I have learned a lot in this class about my self as a writer and my writing process that I will take with me whenever I write a paper for the rest of my life. I hope to carry on the confidence I feel with my writing now into Writing 102 as well as other classes. I hope that in Writing 102 I can work on writing better analysis so that it comes more naturally to me.
Tag: own voice
Researched Argument Unit Reflection
For the Researched Argument Unit, the course learning outcome that connected to my work the most is the obvious choice, research: students will understand what constitutes credible evidence, how to incorporate evidence in their own writing, and how to use library databases to find sources of evidence. I had to find sources for this paper, as with every paper, but this paper required scholarly sources that I was able to find using the Ole Miss library database. This was my first time using a library database for a paper and it was a very useful tool that I will definitely be using in the future. It was nice to know that the Ole Miss database was most likely not going to lead me to a source that was not a credible one, but I still had to learn how to check to make sure that the author was indeed credible. The hardest part for me was incorporating the evidence I found into my paper. Finding the sources that coincided with my topic was easy and interesting but I kept wanting to summarize everything I had found and really had to work on condensing it and only writing the basics, what the reader needed to know, and filling in the rest with my analysis.
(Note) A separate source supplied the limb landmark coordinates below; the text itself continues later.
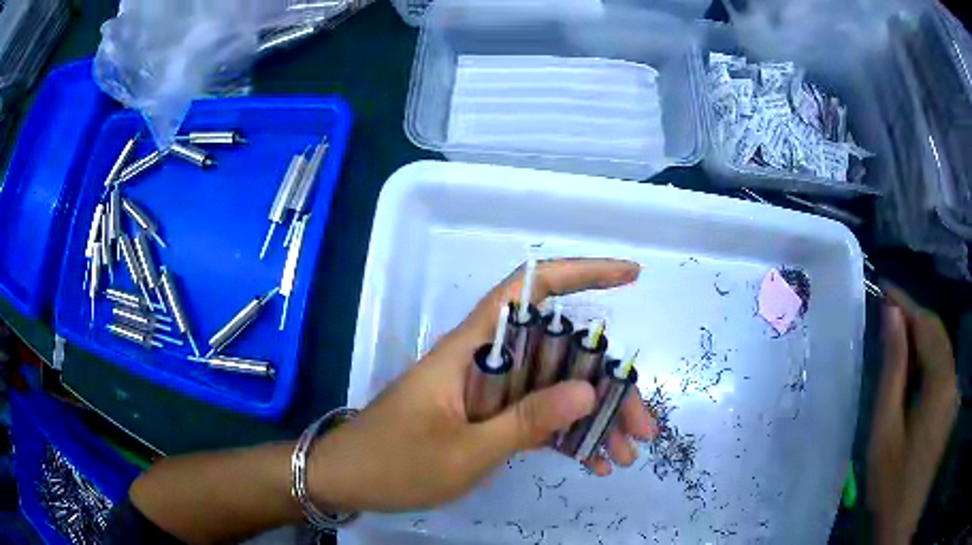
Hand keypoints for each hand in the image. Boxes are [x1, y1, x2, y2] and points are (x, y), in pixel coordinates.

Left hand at [309, 258, 654, 512]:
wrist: (347, 480)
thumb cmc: (395, 463)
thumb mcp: (464, 451)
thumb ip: (526, 421)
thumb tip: (589, 390)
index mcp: (471, 350)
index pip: (529, 291)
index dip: (581, 274)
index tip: (629, 276)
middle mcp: (484, 361)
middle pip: (559, 355)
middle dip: (609, 386)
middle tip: (643, 427)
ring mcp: (486, 391)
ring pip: (554, 390)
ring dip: (593, 419)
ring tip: (625, 453)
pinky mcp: (485, 417)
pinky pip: (534, 418)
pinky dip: (564, 437)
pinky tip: (591, 462)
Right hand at [866, 288, 957, 544]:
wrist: (901, 519)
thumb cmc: (890, 481)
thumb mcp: (885, 427)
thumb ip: (892, 369)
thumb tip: (891, 316)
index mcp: (940, 382)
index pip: (927, 325)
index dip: (906, 302)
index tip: (883, 285)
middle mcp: (952, 378)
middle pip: (937, 332)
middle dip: (914, 317)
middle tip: (885, 310)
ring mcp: (953, 392)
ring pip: (941, 348)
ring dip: (920, 336)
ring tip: (895, 334)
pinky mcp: (950, 404)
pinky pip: (942, 367)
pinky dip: (927, 356)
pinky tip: (911, 367)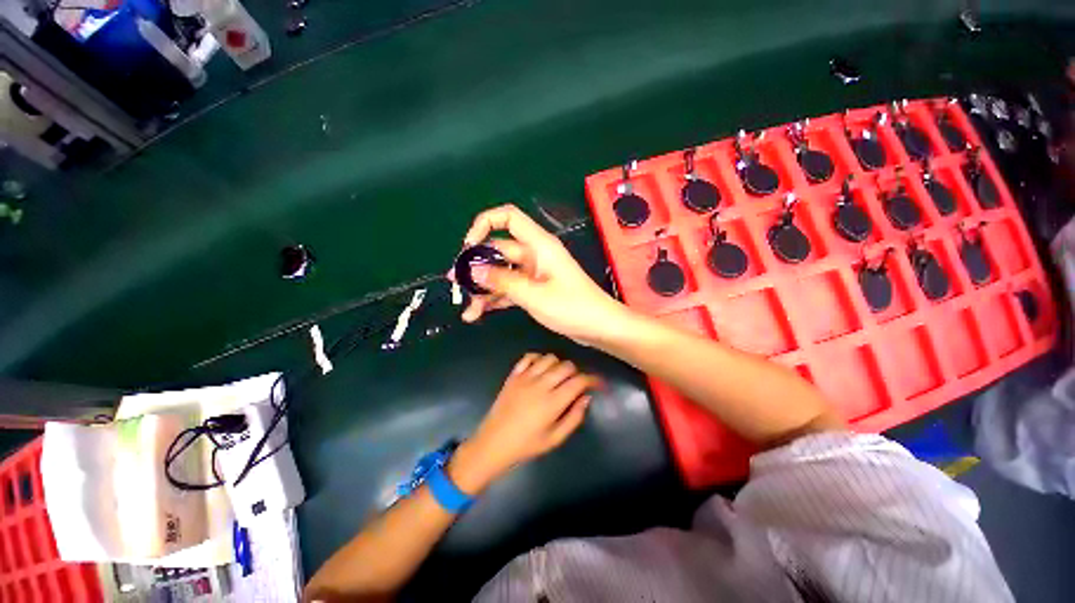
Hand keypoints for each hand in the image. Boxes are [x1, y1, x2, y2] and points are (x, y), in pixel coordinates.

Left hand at [452, 353, 600, 489]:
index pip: (578, 381)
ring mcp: (525, 377)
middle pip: (566, 366)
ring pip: (549, 358)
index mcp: (552, 402)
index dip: (593, 380)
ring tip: (558, 377)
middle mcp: (540, 385)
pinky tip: (541, 369)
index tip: (599, 384)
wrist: (494, 443)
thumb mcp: (555, 439)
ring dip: (559, 365)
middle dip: (576, 372)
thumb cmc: (526, 445)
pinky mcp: (513, 375)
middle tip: (576, 384)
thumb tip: (586, 397)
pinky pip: (529, 357)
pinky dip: (539, 358)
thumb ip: (574, 417)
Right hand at [455, 204, 627, 344]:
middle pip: (499, 250)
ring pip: (502, 273)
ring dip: (484, 288)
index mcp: (539, 245)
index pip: (508, 217)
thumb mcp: (534, 295)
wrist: (599, 328)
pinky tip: (479, 313)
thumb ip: (503, 281)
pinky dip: (496, 299)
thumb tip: (473, 270)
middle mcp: (534, 254)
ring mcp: (534, 273)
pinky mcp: (535, 289)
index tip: (468, 247)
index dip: (485, 224)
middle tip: (457, 284)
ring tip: (467, 309)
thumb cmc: (572, 307)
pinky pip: (510, 288)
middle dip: (477, 266)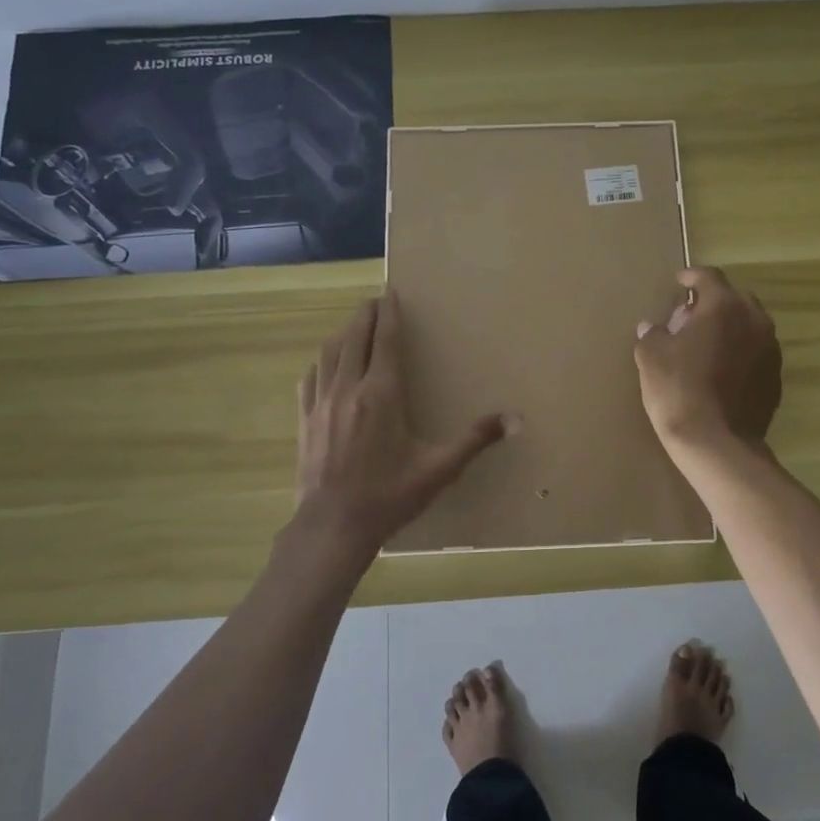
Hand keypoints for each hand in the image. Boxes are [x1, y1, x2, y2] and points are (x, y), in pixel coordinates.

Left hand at [295, 291, 508, 557]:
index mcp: (382, 395)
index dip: (390, 314)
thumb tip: (515, 420)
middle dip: (366, 315)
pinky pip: (311, 378)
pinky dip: (321, 362)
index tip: (392, 294)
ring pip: (329, 353)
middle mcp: (349, 388)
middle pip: (355, 337)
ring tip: (355, 328)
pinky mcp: (305, 419)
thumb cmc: (389, 496)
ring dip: (343, 334)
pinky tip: (326, 365)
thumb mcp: (439, 469)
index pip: (386, 340)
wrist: (332, 526)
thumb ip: (475, 440)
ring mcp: (322, 403)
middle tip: (376, 302)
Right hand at [634, 267, 781, 450]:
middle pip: (734, 299)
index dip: (691, 276)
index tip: (678, 282)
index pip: (708, 277)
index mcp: (724, 306)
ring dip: (729, 329)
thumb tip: (651, 328)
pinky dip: (739, 354)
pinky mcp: (775, 378)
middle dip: (712, 302)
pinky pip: (755, 354)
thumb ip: (652, 335)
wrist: (717, 442)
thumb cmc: (678, 390)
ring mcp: (770, 350)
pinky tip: (721, 371)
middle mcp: (755, 320)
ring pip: (749, 326)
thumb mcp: (651, 357)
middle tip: (689, 317)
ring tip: (706, 344)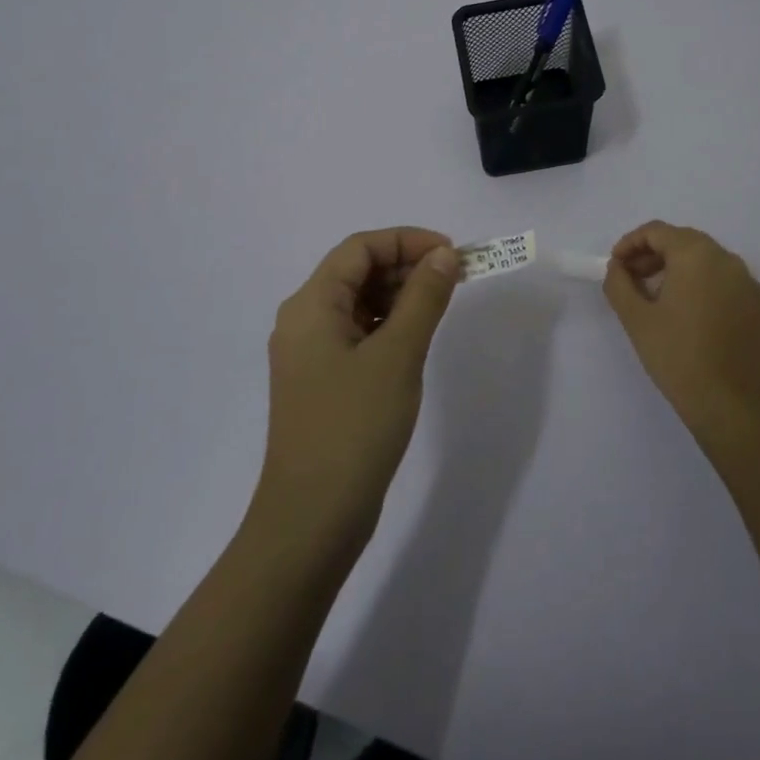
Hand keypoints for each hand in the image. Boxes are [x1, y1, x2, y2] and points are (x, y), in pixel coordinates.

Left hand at [256, 228, 461, 552]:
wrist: (312, 518)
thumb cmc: (354, 426)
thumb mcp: (398, 354)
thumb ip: (424, 298)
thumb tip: (444, 256)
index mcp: (311, 305)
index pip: (360, 248)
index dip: (407, 241)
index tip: (451, 254)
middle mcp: (303, 320)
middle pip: (356, 272)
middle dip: (406, 266)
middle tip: (455, 279)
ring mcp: (310, 354)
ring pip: (358, 303)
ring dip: (399, 295)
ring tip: (441, 305)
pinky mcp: (322, 381)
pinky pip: (357, 334)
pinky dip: (388, 325)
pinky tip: (416, 339)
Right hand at [604, 221, 759, 438]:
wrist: (729, 404)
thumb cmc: (676, 355)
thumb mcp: (635, 318)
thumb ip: (619, 283)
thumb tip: (618, 268)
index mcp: (696, 255)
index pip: (657, 231)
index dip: (630, 243)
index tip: (616, 265)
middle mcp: (728, 260)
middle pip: (685, 243)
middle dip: (655, 255)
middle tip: (634, 280)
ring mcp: (751, 285)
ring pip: (709, 264)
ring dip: (681, 272)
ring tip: (661, 300)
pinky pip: (728, 288)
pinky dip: (707, 292)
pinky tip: (694, 320)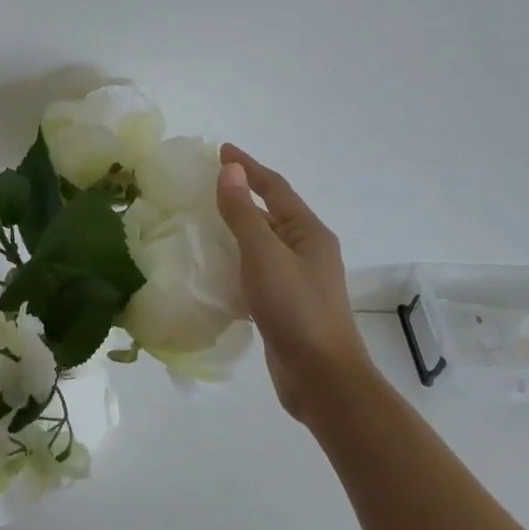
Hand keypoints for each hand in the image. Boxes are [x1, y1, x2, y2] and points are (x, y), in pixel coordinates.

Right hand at [215, 144, 370, 421]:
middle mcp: (308, 250)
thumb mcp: (264, 255)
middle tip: (209, 182)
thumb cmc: (295, 310)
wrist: (322, 378)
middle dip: (244, 194)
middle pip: (273, 212)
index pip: (276, 188)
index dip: (248, 167)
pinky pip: (259, 269)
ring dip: (239, 226)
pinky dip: (238, 259)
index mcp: (309, 233)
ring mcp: (299, 279)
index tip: (221, 150)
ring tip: (206, 218)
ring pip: (265, 242)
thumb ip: (244, 213)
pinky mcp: (287, 305)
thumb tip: (231, 170)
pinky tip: (216, 266)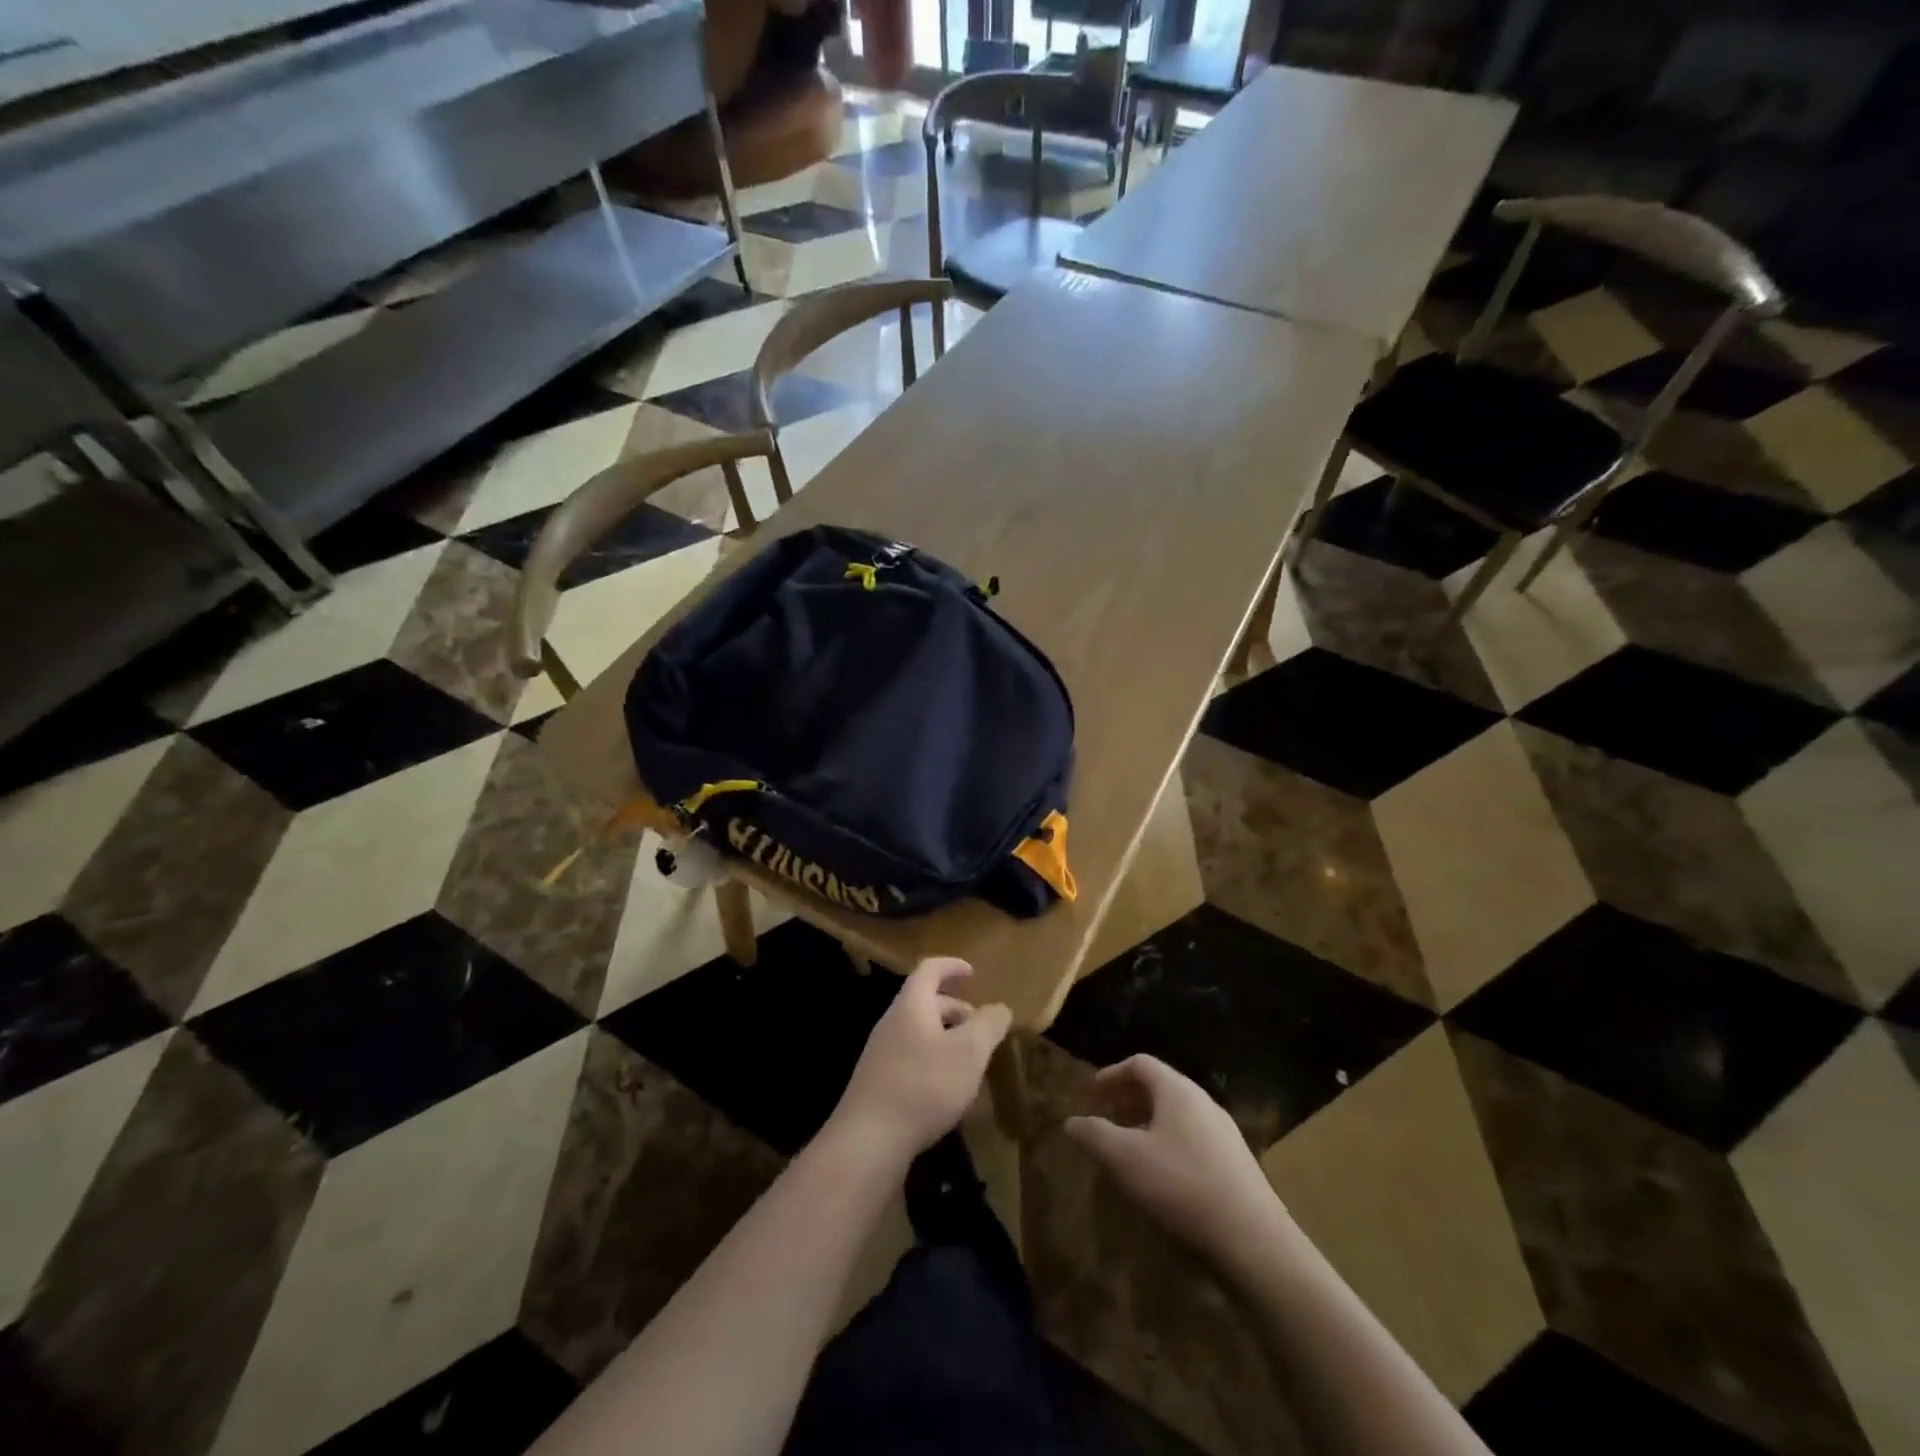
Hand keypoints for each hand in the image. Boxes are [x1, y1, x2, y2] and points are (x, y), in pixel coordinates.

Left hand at [824, 958, 1011, 1172]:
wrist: (869, 1140)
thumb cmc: (924, 1085)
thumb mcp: (969, 1052)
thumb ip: (988, 1025)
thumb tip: (1000, 1008)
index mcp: (912, 1005)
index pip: (930, 969)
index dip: (952, 966)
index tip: (973, 973)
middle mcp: (892, 1022)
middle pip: (925, 1002)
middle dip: (955, 1009)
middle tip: (981, 1026)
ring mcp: (881, 1053)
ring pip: (919, 1032)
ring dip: (946, 1038)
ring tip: (971, 1060)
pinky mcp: (878, 1083)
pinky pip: (911, 1058)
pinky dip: (934, 1061)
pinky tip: (948, 1090)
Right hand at [1066, 1055, 1292, 1277]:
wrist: (1256, 1246)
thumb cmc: (1182, 1188)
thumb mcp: (1125, 1160)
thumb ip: (1094, 1135)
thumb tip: (1070, 1121)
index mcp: (1179, 1091)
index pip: (1141, 1064)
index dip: (1111, 1074)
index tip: (1091, 1094)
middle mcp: (1205, 1104)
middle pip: (1161, 1088)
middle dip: (1129, 1100)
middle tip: (1106, 1119)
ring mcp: (1226, 1136)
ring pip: (1178, 1117)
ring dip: (1149, 1126)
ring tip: (1129, 1152)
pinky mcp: (1237, 1168)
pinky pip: (1194, 1143)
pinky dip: (1169, 1148)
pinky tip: (1162, 1182)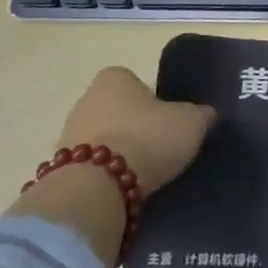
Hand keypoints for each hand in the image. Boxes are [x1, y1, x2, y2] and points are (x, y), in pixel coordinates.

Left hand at [55, 66, 215, 196]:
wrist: (97, 187)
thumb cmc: (147, 138)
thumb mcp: (190, 123)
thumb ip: (200, 114)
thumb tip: (206, 114)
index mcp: (114, 78)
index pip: (135, 81)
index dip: (152, 99)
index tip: (166, 120)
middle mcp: (86, 99)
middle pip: (116, 109)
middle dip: (133, 125)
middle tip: (158, 146)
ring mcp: (68, 135)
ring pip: (102, 139)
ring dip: (118, 152)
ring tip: (143, 173)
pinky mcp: (61, 168)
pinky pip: (90, 168)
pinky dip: (104, 176)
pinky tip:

As with the other papers I had written, I struggled with analysis but this time I really felt like in the end I nailed it and could see improvement in my analyzing skills since my first paper in this class which was very rewarding. I was really proud of myself when writing this paper for absorbing some of the constructive criticism I had received on the past two papers and working hard to not repeat the mistakes I had made in earlier writings. Overall this paper was the biggest challenge for me but is the paper I have come to be most proud of in this writing class.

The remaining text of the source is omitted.